Margaret never for one moment thought of his meaning anything. She was very sorry for him, as any kind-hearted girl might be for the sufferings of any one or even any thing, and this pity gave her voice a still more dangerous softness. Each day found him longing to speak to her and losing courage when she came near him. He was longing to know what the arrangement meant that Mr. Sandford had dwelt upon. Longing to hear from her, about herself and her future, because, once he knew that, his course would be plain. If there was really nothing in which her heart was interested would it not be possible to alter things? She was so young she could not already have met her fate.
She was so often with Mrs. Dorriman he seldom saw her alone; it was with a throb of pleasure that he saw her come into the drawing-room alone one afternoon, some snowdrops and ivy-leaves in her hand. She had been walking, and she had thrown back her cloak and pushed her hat off her head a little, and she came forward to fill some glasses with her flowers, unconscious of his emotion, full of some thought which had suggested itself to her whilst she was out, and a smile breaking the gentle gravity which was her habitual expression.

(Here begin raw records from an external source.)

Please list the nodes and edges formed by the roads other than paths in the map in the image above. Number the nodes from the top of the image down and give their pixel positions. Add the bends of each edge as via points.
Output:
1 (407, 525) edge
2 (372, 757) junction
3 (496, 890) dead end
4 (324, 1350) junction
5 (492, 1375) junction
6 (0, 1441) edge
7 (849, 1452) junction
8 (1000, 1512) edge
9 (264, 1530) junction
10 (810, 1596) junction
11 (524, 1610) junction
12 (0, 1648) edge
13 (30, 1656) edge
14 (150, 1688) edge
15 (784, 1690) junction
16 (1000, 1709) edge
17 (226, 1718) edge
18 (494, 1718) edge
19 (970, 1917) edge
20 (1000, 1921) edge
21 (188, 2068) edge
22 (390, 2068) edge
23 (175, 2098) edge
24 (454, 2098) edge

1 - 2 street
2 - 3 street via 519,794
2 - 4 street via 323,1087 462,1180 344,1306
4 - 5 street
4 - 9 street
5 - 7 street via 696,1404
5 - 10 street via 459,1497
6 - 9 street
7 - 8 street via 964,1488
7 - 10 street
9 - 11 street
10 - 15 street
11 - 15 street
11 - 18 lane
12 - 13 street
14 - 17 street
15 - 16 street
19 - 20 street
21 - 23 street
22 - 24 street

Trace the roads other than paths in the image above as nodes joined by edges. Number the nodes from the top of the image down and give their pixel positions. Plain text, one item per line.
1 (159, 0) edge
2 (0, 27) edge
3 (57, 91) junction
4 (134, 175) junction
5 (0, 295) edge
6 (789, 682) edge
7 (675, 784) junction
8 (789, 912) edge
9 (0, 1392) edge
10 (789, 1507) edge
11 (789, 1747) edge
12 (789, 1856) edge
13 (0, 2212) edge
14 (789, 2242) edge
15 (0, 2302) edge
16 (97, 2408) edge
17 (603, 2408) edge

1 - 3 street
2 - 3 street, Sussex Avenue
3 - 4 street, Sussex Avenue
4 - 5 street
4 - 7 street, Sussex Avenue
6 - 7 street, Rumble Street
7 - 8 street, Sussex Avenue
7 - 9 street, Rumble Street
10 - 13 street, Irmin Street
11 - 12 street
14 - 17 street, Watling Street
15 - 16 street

"There are still many glasses to fill," he said, as, lying a prisoner upon the sofa, he watched her accustomed fingers arranging and re-arranging the pure, white blossoms with the glossy background of leaves.
She looked up with a little smile and a heightened colour.
"Those are to stand empty till to-morrow; Grace wishes it. I thought you would like a few to look at, but to-morrow Grace is going to arrange all the flowers."
"What is that for? Is to-morrow a great festivity? Miss Grace does not generally give herself any trouble for nothing," he said laughing.
"My sister takes trouble when she thinks it necessary," said Margaret, with a pretty, dignified reproach, quick to resent the slightest implied disapprobation of her beloved Grace; "to-morrow will be my birthday. I shall be seventeen," she said, with full consciousness of her advanced years.
"Seventeen," he murmured, "only seventeen!"
"Did you think I looked more or less than that?" she asked gaily.
"I hoped you were more than that," he said in a confused tone; "I knew you were very young, your uncle told me that. He told me something else about you," he went on trying to gain courage, and trying to read her countenance, which without a shadow of suspicion was turned towards him in all its sweetness and candour.